## Extracted data entries
<<<<
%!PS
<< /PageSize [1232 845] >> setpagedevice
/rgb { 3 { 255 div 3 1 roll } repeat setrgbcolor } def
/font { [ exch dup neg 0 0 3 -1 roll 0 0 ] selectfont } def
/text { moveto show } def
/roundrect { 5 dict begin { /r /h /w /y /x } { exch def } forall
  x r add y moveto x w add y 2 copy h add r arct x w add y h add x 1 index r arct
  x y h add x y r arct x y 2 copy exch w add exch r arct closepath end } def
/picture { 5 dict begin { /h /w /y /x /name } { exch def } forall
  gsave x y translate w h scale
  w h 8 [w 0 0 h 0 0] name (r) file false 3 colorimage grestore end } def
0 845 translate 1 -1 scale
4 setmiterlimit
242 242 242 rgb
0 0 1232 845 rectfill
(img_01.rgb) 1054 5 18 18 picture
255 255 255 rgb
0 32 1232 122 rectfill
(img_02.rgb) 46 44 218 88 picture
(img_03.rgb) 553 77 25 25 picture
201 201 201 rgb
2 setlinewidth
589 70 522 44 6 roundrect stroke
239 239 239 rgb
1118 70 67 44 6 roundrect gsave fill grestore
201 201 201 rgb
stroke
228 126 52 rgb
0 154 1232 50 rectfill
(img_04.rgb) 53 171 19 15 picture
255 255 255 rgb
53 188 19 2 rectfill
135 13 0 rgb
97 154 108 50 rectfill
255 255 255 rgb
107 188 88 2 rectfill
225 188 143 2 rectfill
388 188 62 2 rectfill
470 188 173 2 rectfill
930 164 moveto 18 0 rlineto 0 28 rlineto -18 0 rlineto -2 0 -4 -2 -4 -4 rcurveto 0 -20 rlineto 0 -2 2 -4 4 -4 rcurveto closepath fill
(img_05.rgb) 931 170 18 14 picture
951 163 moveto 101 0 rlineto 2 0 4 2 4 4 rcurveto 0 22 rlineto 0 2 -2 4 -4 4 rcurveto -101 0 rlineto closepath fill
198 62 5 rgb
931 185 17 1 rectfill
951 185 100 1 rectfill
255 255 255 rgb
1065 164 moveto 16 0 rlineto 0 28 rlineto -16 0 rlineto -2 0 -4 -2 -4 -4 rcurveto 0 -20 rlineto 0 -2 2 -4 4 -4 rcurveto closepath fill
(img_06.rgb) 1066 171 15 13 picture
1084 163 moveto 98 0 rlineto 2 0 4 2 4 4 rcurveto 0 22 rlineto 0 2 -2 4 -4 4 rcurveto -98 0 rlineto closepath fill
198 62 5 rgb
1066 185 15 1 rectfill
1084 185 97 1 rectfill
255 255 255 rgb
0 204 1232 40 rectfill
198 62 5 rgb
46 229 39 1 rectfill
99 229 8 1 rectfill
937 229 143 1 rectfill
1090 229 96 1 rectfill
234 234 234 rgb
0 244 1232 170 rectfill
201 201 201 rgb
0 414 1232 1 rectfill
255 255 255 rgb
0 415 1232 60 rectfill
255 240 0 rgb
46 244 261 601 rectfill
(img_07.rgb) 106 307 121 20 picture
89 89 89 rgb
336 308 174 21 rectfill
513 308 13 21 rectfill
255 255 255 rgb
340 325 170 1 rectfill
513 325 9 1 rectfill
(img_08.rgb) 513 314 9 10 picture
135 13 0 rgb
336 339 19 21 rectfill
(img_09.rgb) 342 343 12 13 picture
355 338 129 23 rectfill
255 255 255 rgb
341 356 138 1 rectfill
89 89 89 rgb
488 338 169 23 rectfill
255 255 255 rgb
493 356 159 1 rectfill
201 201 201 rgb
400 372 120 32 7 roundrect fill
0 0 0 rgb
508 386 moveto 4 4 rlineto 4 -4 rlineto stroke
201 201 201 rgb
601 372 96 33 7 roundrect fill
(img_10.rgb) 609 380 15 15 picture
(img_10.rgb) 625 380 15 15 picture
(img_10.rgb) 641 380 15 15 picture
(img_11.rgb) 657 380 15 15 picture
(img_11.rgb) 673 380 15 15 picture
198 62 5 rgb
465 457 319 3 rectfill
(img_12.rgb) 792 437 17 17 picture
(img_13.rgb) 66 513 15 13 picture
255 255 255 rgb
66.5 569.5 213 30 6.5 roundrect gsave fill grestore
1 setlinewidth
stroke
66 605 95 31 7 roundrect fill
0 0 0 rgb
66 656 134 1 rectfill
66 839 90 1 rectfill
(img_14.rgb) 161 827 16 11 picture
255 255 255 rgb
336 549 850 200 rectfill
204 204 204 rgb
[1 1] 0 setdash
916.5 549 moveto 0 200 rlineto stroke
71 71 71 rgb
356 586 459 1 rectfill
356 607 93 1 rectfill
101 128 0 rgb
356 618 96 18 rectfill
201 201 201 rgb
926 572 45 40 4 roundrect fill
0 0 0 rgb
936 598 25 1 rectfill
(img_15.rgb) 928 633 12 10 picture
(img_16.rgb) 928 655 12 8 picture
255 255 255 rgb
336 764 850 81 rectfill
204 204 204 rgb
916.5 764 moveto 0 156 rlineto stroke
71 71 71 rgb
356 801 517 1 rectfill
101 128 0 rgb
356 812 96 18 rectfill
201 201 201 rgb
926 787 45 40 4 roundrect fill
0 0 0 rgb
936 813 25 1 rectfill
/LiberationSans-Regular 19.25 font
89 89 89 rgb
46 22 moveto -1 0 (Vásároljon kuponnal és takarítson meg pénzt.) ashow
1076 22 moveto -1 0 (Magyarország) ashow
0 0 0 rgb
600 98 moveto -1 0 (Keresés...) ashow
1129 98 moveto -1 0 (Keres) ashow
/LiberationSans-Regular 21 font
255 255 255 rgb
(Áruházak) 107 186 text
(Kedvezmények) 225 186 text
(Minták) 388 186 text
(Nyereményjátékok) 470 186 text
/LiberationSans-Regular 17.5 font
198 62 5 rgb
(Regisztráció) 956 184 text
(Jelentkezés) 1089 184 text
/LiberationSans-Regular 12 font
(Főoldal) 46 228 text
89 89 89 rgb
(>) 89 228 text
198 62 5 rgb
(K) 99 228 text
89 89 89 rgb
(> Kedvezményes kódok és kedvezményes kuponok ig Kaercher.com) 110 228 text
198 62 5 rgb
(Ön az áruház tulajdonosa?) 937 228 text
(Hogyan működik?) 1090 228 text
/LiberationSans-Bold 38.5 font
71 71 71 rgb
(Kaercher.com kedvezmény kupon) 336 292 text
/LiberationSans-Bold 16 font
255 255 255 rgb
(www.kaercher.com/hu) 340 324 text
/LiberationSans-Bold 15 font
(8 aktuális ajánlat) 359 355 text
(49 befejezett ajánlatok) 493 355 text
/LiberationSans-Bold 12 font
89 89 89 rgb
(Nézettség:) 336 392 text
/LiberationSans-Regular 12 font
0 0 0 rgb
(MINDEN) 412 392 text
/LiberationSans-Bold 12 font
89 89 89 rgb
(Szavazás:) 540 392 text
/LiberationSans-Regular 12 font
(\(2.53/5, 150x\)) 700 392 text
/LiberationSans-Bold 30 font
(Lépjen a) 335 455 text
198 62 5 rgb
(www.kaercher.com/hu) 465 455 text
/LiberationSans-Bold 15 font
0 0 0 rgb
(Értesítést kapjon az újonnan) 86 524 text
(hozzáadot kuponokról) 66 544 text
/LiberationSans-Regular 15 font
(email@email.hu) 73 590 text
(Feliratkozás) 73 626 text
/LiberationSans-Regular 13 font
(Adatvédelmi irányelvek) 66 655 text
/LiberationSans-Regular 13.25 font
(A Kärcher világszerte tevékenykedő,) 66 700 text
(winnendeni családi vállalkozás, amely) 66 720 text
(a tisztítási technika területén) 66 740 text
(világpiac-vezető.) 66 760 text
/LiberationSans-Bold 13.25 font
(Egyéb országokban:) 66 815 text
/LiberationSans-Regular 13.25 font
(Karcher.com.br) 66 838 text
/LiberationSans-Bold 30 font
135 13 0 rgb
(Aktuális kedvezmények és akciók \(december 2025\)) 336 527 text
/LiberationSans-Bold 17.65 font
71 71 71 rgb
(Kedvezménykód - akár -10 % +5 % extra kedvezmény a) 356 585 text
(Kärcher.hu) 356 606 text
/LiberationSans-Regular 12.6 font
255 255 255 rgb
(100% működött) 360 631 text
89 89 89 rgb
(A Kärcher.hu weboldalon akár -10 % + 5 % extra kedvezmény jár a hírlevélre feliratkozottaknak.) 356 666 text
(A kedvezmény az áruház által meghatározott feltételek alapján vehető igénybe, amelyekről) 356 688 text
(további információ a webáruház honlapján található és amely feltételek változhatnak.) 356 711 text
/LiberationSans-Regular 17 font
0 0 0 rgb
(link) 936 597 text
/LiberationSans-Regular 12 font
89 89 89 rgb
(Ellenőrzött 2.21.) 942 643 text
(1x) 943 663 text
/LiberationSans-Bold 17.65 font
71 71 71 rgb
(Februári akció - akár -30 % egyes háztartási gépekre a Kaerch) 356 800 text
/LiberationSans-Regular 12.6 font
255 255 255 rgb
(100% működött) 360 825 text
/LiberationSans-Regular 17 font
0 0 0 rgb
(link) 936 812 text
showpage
>>>>
## Problem requirements
List the lines of the entries that include "roll".

## Exercise output
/rgb { 3 { 255 div 3 1 roll } repeat setrgbcolor } def
/font { [ exch dup neg 0 0 3 -1 roll 0 0 ] selectfont } def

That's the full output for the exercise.